Laaqueel fixed her hot gaze on the woman and shook her. "Tell me!" she roared. "Tell me what you saw or she'll die in agony!"
It took two attempts for the woman to get any words out. "I can't!" she cried finally. "Tymora help me, what I'm telling you is the truth. I was doing a true seeing, looking at an object brought to us by a sailor who wanted to know if it had any magic about it. When we heard the screams coming from the harbor, I went outside. I didn't mean to see you."
"What did you see?"
She shook her head. "The rat men," she said. "You, and-"
"What about the other man?"
She struggled to make her mouth work.
"Better you welcome Umberlee's dark caresses than leave yourself in my hands, child," Laaqueel promised.
"I can't tell you," the woman said, "because I've never seen anything like it."
"What?" the malenti demanded. She heard the slap of feet on the cobblestones, coming closer. Whether they were wererats or Waterdhavian Watch, she was almost out of time.
"It was huge. Fearsome. All fins and teeth and-evil of the darkest sort. It hungers?'
Before Laaqueel could ask anything further, a green glow surrounded the woman. In the next instant her body came apart in thousands of flying sparks.
The malenti leaped back, startled and fearful of getting burned. The green sparks held neither fire nor heat, though, swirling into the air and winking out in a matter of heartbeats. Nothing remained of the woman. Laaqueel forced herself to her feet, seeing Iakhovas at the alley's mouth.
He gave her a baleful glare with his single eye.
The creaking wheels of a wagon drew Laaqueel's attention. She shifted to face the alley, spotting the black plague wagon rolling toward her at once. Ebony sheets fluttered in the wind.
No driver held the reins, and no draft animals pulled the wagon. It rolled slowly at Laaqueel, and the malenti knew she was looking at more of the hated surface dweller magic.
IX
12 Mirtul, the Year of the Gauntlet
"Wake up, boy!"
The stern voice scratched Jherek from the comfortable womb of darkness that had settled over him like a shroud. He wanted to tell Malorrie that he was dead, but he knew it wasn't true. The quarrel still burned deeply in his chest.
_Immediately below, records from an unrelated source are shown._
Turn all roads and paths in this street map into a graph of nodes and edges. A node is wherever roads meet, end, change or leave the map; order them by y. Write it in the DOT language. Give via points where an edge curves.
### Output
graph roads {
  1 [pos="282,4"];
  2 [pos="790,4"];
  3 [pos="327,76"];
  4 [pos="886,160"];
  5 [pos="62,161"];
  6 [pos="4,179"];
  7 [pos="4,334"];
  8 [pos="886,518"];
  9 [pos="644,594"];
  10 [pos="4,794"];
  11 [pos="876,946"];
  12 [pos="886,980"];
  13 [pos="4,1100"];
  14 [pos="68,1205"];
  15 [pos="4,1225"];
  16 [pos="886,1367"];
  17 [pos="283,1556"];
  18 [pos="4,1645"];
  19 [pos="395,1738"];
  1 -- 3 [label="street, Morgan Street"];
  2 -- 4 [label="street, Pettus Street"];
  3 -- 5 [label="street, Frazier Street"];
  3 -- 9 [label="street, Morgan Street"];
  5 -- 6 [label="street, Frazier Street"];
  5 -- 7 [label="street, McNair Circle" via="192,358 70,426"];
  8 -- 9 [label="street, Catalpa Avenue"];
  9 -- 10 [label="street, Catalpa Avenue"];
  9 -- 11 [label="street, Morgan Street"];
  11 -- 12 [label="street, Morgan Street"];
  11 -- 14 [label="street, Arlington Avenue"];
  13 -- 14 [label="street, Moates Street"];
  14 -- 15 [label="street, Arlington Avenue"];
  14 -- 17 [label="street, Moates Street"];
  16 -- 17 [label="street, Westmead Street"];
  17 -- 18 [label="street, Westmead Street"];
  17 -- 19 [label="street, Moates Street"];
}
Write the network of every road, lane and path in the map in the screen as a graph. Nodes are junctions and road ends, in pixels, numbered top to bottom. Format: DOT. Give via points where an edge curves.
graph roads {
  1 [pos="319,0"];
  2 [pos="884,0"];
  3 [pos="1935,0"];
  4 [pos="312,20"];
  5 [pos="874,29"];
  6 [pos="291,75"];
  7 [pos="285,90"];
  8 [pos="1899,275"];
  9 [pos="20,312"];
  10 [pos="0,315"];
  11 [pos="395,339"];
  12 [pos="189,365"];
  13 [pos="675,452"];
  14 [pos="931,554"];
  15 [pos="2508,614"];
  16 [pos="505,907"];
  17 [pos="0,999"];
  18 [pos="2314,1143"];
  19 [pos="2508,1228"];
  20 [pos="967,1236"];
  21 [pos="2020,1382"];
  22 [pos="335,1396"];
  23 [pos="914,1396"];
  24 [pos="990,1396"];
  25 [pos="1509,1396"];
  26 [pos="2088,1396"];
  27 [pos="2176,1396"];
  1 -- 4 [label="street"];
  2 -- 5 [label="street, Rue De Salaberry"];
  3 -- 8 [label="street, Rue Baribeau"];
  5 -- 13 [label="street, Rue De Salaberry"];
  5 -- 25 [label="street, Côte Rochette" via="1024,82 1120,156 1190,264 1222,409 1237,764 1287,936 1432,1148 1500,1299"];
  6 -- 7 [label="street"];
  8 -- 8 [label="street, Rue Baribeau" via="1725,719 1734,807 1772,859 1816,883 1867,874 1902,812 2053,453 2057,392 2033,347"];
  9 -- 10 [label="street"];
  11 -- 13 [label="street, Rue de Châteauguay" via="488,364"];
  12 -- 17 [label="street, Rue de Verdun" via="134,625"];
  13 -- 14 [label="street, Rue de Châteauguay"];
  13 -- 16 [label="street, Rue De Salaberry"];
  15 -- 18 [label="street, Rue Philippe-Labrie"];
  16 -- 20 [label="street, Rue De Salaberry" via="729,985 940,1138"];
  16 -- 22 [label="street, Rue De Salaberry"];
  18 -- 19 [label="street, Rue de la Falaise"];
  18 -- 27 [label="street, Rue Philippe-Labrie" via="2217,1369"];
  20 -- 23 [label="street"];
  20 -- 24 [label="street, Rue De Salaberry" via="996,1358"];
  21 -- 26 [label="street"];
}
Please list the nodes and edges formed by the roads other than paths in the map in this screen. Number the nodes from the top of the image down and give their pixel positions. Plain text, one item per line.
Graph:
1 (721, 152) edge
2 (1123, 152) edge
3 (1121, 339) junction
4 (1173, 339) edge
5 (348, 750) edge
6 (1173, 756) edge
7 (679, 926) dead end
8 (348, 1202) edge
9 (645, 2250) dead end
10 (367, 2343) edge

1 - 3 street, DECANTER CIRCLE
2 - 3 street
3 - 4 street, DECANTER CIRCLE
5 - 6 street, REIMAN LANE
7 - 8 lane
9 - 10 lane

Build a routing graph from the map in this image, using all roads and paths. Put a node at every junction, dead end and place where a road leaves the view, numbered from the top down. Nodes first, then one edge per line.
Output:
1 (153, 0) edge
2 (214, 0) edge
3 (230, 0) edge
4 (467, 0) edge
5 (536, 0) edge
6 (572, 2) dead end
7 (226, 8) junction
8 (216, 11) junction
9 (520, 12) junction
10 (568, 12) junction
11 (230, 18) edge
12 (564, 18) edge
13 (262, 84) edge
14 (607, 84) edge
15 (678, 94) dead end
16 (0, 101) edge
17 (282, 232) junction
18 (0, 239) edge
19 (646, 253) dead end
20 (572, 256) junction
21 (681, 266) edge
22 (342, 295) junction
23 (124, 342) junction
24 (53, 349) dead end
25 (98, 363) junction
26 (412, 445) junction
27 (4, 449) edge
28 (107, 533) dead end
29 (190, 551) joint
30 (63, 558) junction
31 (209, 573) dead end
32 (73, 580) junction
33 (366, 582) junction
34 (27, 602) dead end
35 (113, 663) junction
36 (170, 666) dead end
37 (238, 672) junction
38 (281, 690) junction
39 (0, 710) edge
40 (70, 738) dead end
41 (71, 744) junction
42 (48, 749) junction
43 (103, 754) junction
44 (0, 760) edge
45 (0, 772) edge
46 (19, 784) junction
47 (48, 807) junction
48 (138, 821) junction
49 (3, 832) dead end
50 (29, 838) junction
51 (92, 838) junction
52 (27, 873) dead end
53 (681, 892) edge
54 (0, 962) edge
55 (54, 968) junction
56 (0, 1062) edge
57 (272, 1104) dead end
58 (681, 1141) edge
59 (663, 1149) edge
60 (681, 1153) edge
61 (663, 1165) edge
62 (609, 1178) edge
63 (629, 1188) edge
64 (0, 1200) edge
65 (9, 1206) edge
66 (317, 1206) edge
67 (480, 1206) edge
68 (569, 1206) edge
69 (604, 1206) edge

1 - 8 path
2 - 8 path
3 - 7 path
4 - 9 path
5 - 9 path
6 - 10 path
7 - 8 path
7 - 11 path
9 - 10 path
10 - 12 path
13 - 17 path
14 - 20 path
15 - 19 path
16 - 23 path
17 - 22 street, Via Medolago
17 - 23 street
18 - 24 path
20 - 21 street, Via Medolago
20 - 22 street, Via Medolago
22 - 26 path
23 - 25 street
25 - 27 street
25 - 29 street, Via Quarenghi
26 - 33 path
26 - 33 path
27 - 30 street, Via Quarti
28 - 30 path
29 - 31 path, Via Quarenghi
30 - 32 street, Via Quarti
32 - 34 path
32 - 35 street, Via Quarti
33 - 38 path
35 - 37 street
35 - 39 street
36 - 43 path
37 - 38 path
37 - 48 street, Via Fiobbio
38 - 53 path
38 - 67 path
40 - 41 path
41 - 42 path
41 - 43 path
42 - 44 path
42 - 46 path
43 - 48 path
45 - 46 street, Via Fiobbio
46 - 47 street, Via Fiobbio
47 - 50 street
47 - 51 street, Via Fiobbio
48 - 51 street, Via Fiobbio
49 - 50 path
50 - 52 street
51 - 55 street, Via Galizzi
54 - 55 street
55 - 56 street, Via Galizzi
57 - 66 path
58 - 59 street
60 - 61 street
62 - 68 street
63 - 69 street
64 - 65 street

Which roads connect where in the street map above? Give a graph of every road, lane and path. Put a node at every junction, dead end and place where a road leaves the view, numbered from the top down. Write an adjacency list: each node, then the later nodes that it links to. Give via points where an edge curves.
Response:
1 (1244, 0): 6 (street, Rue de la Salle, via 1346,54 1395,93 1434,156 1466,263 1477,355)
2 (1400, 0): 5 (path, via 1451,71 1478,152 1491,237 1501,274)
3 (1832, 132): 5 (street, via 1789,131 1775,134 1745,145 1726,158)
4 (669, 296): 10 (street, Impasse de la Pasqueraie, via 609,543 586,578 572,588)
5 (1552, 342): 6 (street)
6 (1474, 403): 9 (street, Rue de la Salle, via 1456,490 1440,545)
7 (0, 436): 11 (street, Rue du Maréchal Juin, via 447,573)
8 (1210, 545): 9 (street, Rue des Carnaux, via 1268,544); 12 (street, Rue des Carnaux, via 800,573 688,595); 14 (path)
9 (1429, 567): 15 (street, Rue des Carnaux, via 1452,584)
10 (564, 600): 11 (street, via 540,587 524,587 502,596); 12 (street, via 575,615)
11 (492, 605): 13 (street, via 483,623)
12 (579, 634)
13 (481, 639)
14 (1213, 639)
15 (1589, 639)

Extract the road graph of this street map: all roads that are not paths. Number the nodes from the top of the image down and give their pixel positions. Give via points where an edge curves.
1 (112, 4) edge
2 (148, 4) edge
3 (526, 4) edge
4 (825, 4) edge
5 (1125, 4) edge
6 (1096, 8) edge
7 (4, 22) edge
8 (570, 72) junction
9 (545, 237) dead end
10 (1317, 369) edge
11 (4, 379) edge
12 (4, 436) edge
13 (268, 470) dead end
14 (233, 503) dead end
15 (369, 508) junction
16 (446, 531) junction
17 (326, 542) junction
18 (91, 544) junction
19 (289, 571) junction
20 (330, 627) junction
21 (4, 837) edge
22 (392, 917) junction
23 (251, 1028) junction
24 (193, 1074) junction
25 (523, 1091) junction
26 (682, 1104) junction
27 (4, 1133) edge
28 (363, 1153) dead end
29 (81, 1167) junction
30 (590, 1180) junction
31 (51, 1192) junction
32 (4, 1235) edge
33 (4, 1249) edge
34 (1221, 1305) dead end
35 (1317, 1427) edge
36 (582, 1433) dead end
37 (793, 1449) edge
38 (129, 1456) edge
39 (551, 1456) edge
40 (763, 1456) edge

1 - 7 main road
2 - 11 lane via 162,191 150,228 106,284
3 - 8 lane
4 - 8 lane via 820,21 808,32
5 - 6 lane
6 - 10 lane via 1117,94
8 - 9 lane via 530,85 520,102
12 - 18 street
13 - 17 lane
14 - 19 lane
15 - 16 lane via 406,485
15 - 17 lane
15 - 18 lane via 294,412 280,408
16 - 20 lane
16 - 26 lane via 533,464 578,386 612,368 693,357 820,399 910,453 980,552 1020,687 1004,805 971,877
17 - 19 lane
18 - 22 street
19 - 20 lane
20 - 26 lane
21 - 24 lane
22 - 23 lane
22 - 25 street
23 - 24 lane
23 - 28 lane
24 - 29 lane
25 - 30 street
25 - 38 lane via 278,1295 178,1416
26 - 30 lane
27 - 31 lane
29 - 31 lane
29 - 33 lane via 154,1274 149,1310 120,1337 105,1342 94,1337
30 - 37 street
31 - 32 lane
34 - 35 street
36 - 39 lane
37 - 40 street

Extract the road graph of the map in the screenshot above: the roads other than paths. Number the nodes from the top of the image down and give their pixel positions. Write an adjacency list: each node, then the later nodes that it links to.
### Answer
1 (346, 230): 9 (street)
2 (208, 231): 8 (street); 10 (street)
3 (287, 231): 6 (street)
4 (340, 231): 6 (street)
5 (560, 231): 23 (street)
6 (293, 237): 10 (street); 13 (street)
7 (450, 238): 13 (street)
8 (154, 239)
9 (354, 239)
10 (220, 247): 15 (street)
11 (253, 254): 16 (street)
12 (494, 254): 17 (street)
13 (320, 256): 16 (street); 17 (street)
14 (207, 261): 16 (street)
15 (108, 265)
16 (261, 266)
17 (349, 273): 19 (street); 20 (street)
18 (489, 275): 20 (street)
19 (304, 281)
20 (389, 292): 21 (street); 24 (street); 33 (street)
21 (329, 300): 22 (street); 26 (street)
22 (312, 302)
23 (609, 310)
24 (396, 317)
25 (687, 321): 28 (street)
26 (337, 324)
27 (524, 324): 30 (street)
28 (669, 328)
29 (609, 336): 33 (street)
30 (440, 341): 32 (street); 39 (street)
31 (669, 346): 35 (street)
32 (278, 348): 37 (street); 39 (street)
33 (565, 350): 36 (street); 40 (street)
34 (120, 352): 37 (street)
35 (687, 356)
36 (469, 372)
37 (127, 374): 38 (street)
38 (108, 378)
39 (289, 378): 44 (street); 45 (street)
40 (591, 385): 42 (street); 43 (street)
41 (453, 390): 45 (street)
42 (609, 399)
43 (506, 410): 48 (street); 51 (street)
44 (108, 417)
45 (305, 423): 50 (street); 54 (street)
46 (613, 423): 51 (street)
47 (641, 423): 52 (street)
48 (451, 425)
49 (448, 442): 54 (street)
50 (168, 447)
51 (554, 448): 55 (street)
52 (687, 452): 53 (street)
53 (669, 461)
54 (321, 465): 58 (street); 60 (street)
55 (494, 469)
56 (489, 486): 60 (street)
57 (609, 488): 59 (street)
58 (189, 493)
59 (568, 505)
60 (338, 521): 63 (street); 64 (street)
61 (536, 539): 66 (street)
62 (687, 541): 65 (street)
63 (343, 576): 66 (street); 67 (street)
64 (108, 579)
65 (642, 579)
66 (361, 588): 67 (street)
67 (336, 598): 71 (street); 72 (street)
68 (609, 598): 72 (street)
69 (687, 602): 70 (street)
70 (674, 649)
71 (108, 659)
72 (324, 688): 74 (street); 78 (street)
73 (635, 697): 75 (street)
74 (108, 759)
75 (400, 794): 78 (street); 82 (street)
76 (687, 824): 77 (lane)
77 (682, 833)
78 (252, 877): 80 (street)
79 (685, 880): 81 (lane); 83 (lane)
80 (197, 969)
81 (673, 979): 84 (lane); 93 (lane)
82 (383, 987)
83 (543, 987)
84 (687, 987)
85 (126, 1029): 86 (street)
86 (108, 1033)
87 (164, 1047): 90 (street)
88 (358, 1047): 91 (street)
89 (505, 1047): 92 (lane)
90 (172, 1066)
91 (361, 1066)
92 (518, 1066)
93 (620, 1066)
"Who did this to you?" Malorrie demanded.
Jherek ignored the question as he opened his eyes. "What are you doing here?" His voice carried a whistle with it, and he knew it was caused by his left lung filling up with blood from the puncture wound. It already felt like rocks had been shoved into his chest, making it harder to breathe.
"You were late home to sup, boy," Malorrie said. "Madame litaar sent me to bring you home. She knew when Butterfly put into port and how long she takes to off-load." He made a sour face. "From the looks of things, she's going to be properly vexed that she didn't send me sooner."
"It's been kind of inconvenient for me as well," Jherek told him honestly.
"You'll not die."
Jherek didn't disagree. If anyone knew death, it was Malorrie. The old phantom had never admitted when he'd died, nor given any details on the how of it.
He knelt over the young sailor, concern etched in his translucent eyes, his gaze as always made somewhat confusing because he could be seen through. He was dressed as he always was in warrior's chain mail with a deep scarlet tabard that hung to his ankles. It carried no coat of arms, no insignia of any kind. He carried a broadsword sheathed at his hip, stripped of any ornamental designs that might have offered a clue as to the phantom's background. His face belonged to that of a man in his middle years, and his nature made it hard to tell the color of his skin or hair or the thin mustache that stained his upper lip, but Jherek always felt the phantom's eyes in life had been the blue of the seas.
"Mayhap you should lay here, boy, until I get some help."
"No," Jherek croaked. "This is Seven Cuts Court, remember? It's a wonder I'm not dead already."
"That arrow sticking out of your chest… it's possible the ghost that haunts this place thought you were already dead." The statement was Malorrie's attempt at a joke, but he spoke truth as well.